--- Supplied material Enclosed Below ---

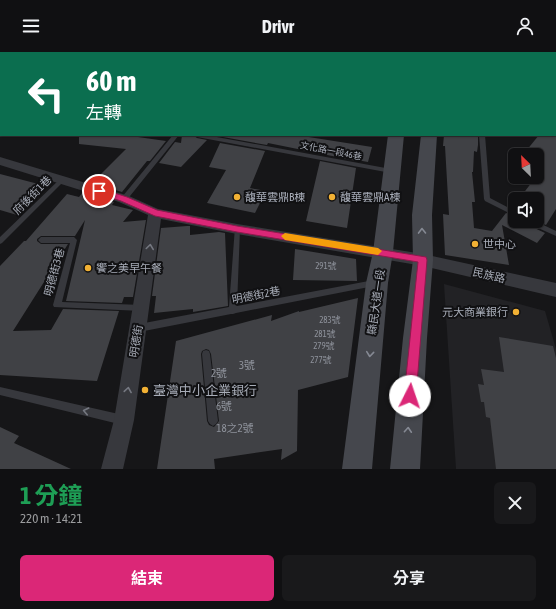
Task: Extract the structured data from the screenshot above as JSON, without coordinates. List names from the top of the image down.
{
  "streets": {
    "main road": ["縣民大道一段"],
    "street": ["民族路", "明德街"],
    "lane": [
      "文化路一段46巷",
      "府後街1巷",
      "明德街3巷",
      "明德街2巷"
    ]
  },
  "crossings": [
    ["文化路一段46巷", "縣民大道一段"],
    ["府後街1巷", "民族路"],
    ["明德街3巷", "明德街"],
    ["民族路", "縣民大道一段"],
    ["民族路", "明德街"],
    ["明德街2巷", "縣民大道一段"],
    ["明德街2巷", "明德街"]
  ],
  "one_way": ["明德街"],
  "places": [
    "馥華雲鼎B棟",
    "馥華雲鼎A棟",
    "世中心",
    "饗之美早午餐",
    "元大商業銀行",
    "臺灣中小企業銀行"
  ],
  "house_numbers": [
    "291號",
    "283號",
    "281號",
    "279號",
    "277號",
    "3號",
    "2號",
    "6號",
    "18之2號"
  ],
  "north": "top left",
  "page": {
    "header": "Drivr",
    "turn": ["60 m", "左轉"],
    "heading": ["1 分鐘", "220 m · 14:21"],
    "buttons": ["結束", "分享"]
  }
}
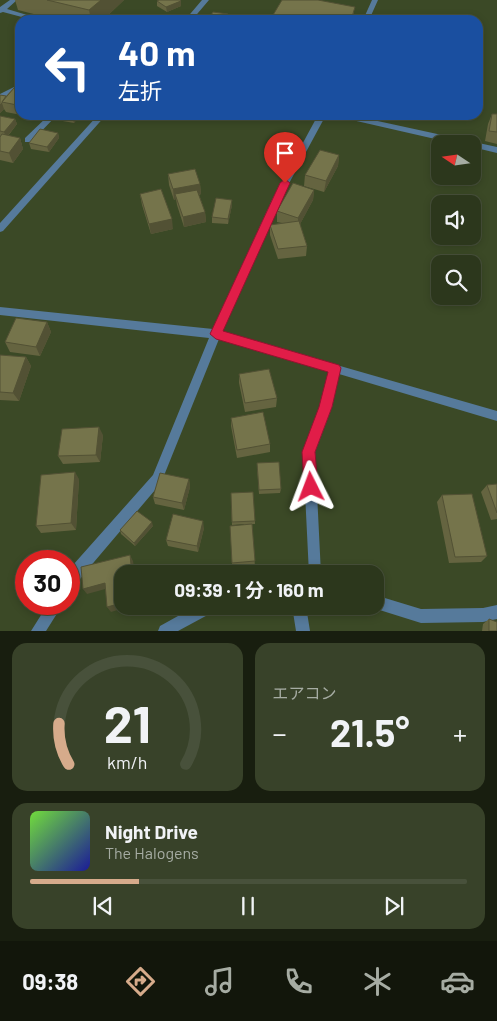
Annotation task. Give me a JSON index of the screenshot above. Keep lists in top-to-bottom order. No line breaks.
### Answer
{"north":"left","page":{"turn":["40 m","左折"],"limit":"30","trip":"09:39 · 1 分 · 160 m","tile":"エアコン","heat":["−","21.5°","+"],"song":["Night Drive","The Halogens"],"tabs":"09:38","gauge":["21","km/h"]}}
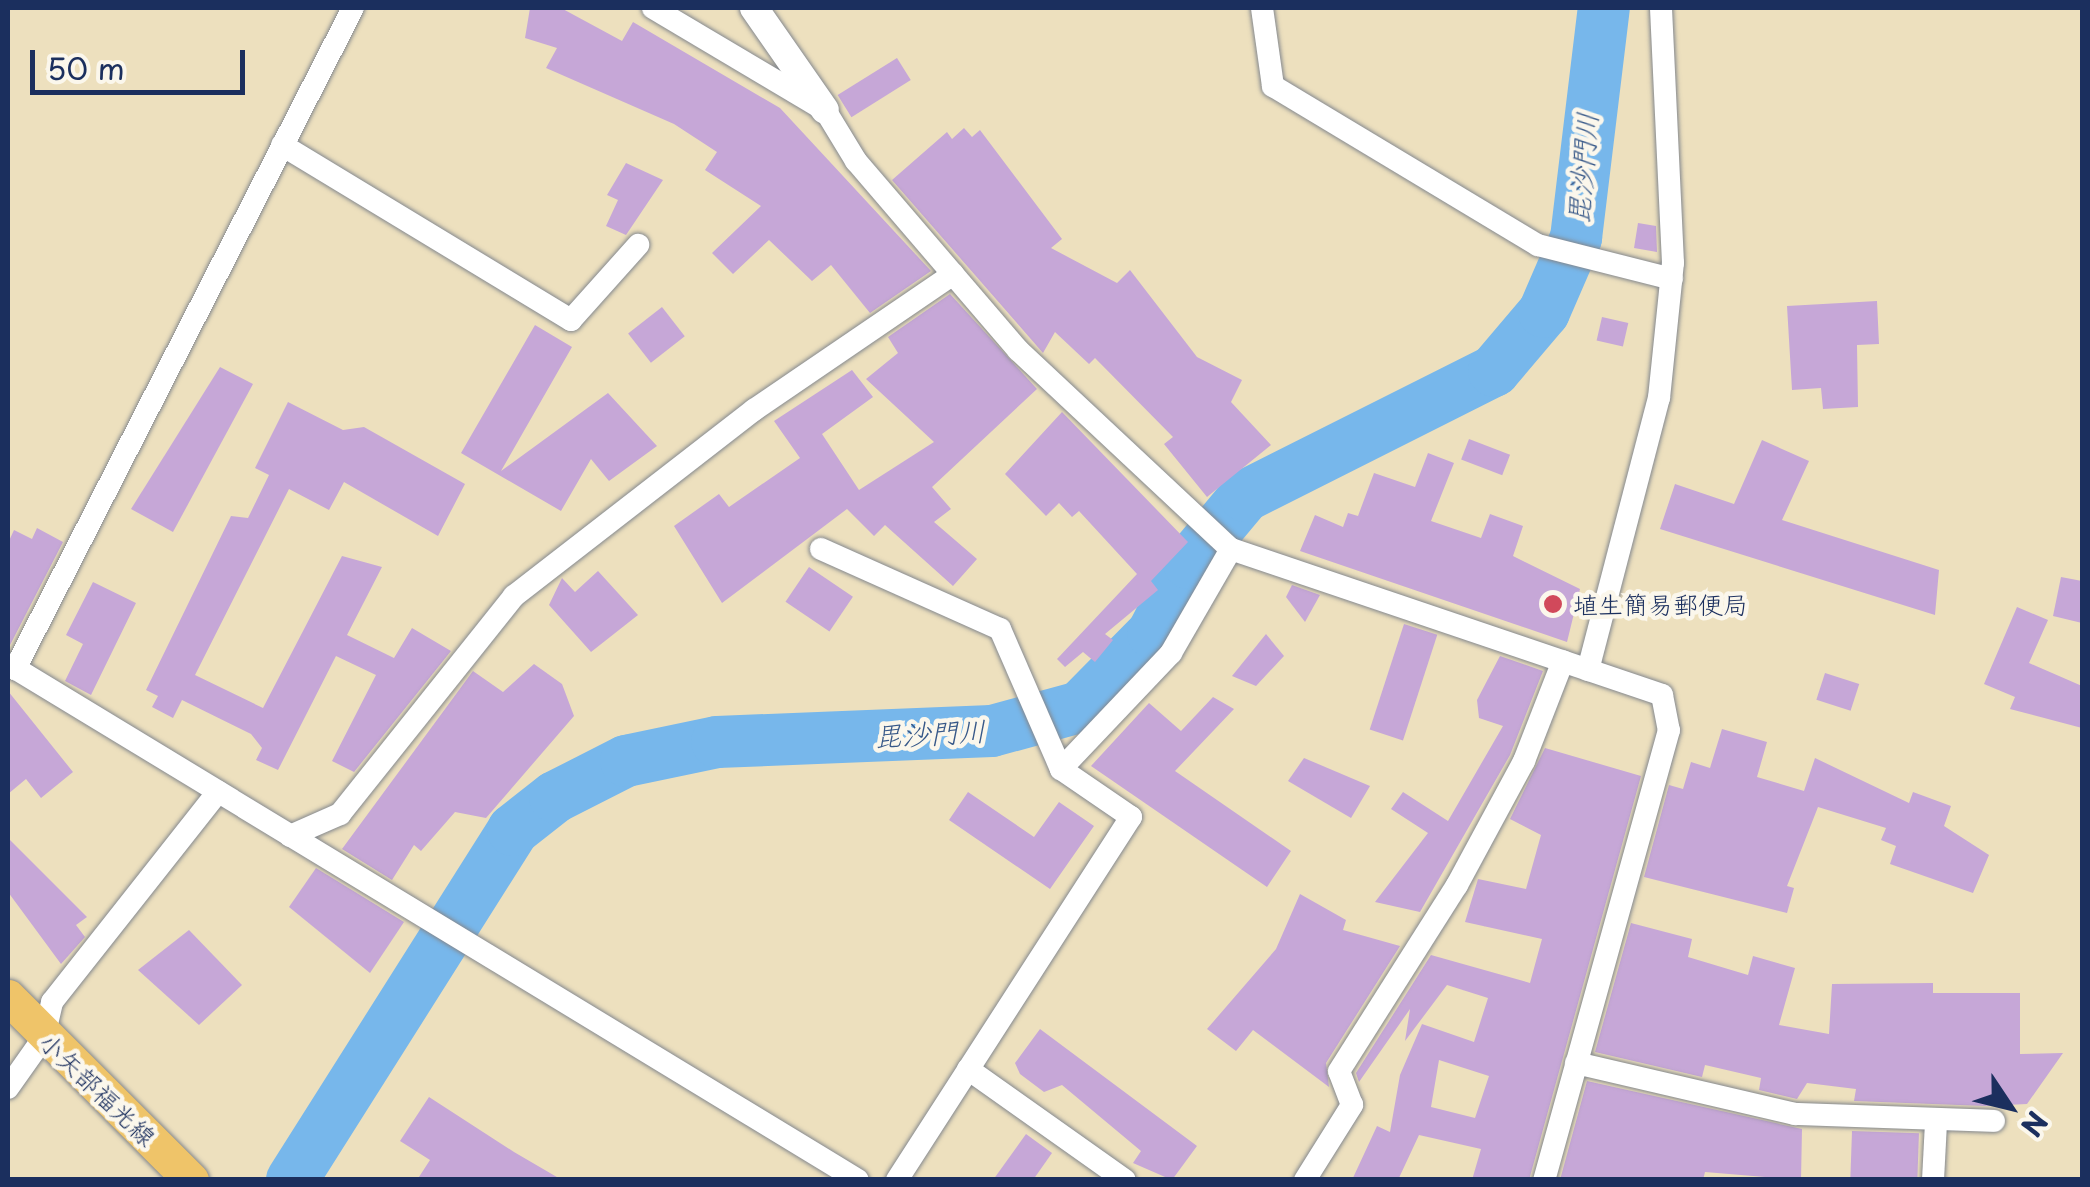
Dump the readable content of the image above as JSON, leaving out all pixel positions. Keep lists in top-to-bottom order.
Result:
{
  "streets": {
    "main road": ["小矢部福光線"]
  },
  "water": ["毘沙門川"],
  "places": ["埴生簡易郵便局"],
  "scale_bar": "50 m",
  "north": "bottom right"
}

--- End of Enclosed Supplied material ---

Show, from the entries above, every line that includes the string "order".

Written response ▸
Annotation task. Give me a JSON index of the screenshot above. Keep lists in top-to-bottom order. No line breaks.
Dump the readable content of the image above as JSON, leaving out all pixel positions. Keep lists in top-to-bottom order.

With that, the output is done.